In lieu of an abstract, here is a brief excerpt of the content:

Reviewed by:
  • Words Well Put: Visions of Poetic Competence in the Chinese Tradition
  • Christopher M.B. Nugent (bio)
Graham Sanders. Words Well Put: Visions of Poetic Competence in the Chinese Tradition. Harvard University Press. 2006. 376. US $44.95

Living in an age in which poetry is seen as the near epitome of irrelevance, it is good to be reminded that, for thousands of years and for a large part of the literate populace, poetry mattered very much. In Words Well Put: Visions of Poetic Competence in the Chinese Tradition, Graham Sanders focuses on the utility of poetic discourse: its ability, when employed competently, to affect ‘the attitude and behavior of another person in order to achieve a desired end.’ Tracing changing notions of poetic competence in texts spanning a period of over fifteen hundred years, Sanders demonstrates the important roles poetry played in such diverse arenas as interstate diplomacy and romantic love.

After establishing his theoretical groundwork in a brief introduction, Sanders turns to the earliest ‘poem-bearing’ narratives in the tradition, found in the Zuo Tradition, covering events from the Eastern Zhou period (770–256 bce). Rather than showing people deploying original poetic compositions, these narratives portray statesmen performing earlier poetic works from the collection known simply as the Poems. Sanders convincingly argues that, whether ‘offering’ or ‘citing,’ the ‘Traditionalist’ (Sanders’s more accurate term for the figures often referred to as ‘Confucians’) court advisors used poetic performance to spur their powerful audience towards appropriate actions. This use of poetry was not simple quotation; it was a complex mode of application and interpretation that defined cultural competency in ways that affirmed the social necessity of the Traditionalists themselves.

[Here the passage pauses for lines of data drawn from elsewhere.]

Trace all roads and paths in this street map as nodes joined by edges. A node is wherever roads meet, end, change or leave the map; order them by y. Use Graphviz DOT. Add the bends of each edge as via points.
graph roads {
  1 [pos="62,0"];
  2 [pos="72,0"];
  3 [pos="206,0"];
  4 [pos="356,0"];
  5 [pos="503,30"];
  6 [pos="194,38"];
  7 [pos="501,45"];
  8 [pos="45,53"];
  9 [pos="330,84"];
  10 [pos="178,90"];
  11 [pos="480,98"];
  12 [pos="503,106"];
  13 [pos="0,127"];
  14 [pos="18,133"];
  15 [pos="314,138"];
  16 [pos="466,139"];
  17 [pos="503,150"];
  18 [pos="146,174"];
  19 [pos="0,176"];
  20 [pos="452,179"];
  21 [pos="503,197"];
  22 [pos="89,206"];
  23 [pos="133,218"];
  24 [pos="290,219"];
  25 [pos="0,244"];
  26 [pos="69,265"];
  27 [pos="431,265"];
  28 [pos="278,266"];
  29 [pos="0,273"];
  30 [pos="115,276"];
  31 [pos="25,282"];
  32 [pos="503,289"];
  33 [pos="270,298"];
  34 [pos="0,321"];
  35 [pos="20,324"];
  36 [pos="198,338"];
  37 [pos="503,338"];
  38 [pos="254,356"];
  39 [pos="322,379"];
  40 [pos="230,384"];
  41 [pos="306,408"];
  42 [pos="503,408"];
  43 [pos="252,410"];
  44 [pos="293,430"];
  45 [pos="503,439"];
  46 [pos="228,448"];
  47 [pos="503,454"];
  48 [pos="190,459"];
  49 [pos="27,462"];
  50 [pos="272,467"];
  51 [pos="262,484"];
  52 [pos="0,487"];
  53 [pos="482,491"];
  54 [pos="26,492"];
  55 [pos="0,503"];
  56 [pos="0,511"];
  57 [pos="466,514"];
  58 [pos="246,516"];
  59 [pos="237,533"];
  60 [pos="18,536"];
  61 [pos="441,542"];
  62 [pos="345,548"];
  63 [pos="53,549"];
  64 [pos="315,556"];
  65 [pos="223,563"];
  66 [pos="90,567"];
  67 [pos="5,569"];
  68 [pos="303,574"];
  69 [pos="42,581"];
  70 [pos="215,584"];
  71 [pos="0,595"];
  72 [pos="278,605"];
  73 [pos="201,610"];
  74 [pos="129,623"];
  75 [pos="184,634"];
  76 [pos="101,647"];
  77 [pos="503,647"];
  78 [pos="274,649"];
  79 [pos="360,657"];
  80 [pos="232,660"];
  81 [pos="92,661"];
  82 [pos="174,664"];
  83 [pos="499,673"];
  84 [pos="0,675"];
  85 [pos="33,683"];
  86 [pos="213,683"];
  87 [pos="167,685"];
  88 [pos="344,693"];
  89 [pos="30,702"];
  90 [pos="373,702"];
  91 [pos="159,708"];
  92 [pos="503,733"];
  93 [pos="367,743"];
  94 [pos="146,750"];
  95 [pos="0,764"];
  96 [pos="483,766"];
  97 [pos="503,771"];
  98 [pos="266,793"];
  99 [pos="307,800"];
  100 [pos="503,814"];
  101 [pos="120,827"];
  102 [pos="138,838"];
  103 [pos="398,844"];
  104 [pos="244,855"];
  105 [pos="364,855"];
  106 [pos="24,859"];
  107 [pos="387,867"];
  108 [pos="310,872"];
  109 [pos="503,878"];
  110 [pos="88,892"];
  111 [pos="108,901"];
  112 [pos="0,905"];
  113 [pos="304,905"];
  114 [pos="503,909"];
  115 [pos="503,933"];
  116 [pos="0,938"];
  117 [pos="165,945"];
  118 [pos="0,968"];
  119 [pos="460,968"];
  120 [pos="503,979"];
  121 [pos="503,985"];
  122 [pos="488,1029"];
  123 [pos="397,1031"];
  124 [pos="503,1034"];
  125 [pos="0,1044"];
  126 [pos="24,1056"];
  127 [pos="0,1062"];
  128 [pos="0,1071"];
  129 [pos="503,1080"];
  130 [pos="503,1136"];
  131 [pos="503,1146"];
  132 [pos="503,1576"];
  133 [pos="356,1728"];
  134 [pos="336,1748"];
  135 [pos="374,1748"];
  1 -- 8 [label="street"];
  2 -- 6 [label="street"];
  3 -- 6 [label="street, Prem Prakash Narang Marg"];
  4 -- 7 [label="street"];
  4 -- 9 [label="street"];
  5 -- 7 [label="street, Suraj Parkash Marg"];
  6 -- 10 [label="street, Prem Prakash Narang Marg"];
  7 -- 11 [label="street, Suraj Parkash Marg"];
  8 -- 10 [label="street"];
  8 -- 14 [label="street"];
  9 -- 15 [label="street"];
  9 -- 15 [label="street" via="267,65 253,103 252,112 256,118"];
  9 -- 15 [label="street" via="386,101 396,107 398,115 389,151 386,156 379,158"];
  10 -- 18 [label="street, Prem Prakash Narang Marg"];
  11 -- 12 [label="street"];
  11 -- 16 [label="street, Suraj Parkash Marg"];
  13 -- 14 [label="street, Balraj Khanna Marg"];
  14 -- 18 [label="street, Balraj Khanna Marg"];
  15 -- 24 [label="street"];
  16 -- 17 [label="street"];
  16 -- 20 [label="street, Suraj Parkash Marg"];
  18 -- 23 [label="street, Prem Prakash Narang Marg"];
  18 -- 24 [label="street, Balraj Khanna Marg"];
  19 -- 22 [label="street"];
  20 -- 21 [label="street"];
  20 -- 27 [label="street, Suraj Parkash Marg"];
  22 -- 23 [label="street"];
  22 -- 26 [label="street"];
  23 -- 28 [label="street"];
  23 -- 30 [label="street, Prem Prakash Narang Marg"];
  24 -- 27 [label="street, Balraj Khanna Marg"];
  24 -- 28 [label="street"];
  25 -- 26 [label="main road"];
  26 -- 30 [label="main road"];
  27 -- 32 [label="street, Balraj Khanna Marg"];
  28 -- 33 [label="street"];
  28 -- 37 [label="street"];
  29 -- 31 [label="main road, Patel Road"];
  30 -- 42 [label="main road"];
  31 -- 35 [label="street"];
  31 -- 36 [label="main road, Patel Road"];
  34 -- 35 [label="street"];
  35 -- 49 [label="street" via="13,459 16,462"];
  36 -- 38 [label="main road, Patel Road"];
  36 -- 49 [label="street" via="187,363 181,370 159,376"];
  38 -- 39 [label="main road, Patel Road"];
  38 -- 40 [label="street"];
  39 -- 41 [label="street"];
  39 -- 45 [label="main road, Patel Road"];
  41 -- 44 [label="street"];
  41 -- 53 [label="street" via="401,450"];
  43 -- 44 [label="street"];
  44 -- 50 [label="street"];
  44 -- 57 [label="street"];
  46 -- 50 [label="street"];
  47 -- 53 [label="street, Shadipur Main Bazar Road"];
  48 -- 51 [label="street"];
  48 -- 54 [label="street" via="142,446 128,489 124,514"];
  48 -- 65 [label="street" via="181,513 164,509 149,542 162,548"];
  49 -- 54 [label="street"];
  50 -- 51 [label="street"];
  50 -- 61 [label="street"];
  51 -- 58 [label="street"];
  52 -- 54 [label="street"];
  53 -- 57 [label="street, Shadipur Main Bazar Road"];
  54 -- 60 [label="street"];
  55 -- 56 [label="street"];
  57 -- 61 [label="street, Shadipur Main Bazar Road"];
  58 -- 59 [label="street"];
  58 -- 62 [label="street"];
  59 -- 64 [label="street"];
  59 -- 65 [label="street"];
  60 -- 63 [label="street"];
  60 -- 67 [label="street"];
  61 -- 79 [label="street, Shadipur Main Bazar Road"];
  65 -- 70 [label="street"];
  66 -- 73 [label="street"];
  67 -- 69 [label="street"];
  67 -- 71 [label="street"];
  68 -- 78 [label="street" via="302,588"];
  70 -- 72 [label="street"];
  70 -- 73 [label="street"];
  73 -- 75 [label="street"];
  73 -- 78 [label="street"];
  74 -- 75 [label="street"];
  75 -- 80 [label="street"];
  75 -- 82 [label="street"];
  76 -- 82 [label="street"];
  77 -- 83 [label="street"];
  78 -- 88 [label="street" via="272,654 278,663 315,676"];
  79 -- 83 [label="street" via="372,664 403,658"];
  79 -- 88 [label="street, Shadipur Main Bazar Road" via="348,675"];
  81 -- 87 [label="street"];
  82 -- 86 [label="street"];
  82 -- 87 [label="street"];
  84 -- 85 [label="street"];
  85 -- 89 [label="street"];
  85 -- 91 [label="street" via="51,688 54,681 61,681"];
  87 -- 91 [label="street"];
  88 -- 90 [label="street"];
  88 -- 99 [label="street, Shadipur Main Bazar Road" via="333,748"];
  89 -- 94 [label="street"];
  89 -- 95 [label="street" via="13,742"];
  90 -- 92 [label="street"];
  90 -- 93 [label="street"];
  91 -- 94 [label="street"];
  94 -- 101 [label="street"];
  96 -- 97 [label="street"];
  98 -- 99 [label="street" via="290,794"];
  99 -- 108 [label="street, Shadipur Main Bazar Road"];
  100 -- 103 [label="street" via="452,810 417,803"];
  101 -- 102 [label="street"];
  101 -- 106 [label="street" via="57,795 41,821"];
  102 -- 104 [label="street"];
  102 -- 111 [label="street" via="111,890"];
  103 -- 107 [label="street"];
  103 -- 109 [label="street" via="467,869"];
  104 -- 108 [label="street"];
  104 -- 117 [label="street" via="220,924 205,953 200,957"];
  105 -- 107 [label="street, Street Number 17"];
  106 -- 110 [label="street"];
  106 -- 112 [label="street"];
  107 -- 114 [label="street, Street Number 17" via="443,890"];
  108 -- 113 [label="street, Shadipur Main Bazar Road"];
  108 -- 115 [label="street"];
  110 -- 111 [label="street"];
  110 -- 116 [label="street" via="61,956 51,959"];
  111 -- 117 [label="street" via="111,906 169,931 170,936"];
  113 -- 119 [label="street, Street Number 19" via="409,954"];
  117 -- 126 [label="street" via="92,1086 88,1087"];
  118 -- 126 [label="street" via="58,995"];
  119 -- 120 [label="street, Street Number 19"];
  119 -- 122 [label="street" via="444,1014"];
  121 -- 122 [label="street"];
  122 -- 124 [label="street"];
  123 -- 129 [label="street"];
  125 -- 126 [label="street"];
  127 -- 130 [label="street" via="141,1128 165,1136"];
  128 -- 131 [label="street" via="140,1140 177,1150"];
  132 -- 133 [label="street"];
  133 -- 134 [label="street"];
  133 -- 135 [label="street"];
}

Turning next to the Western Han (206 bce –23 ce), Sanders demonstrates how song performances and the narrative frames in which the Han History presents them exist in a reciprocal relationship where the songs provide emotional insights into the historical figures and the narratives create more meaningful contexts for the songs. Unlike the narratives in the Zuo Tradition, those in the Han History involve the creation of new poems. The historians use the conceit of spontaneous production to show the intent and character of important personages. These would not always be evident from a pure narration of events, which often represented the failure rather than fruition of ambitions.

With the fall of the Han, the explicit violence that underlay many displays of poetic competence in earlier periods was replaced with skirmishes over the symbolic power earned by displays of cultural competence. This competence encompasses a wider array of performances than we find in the previous chapters. In the Six Dynasties period it was not only appropriate use of the Poems that put one at an advantage, but also quotation from non-canonical works of poetry, spontaneously [End Page 221] producing one’s own verses, and demonstrating proper appreciation of and critical judgment on the poetic works of others. As the chapter title ‘Playing the Game’ suggests, there is a self-contained and almost whimsical quality to the competition in this period, yet for the players themselves, the stakes were no less significant.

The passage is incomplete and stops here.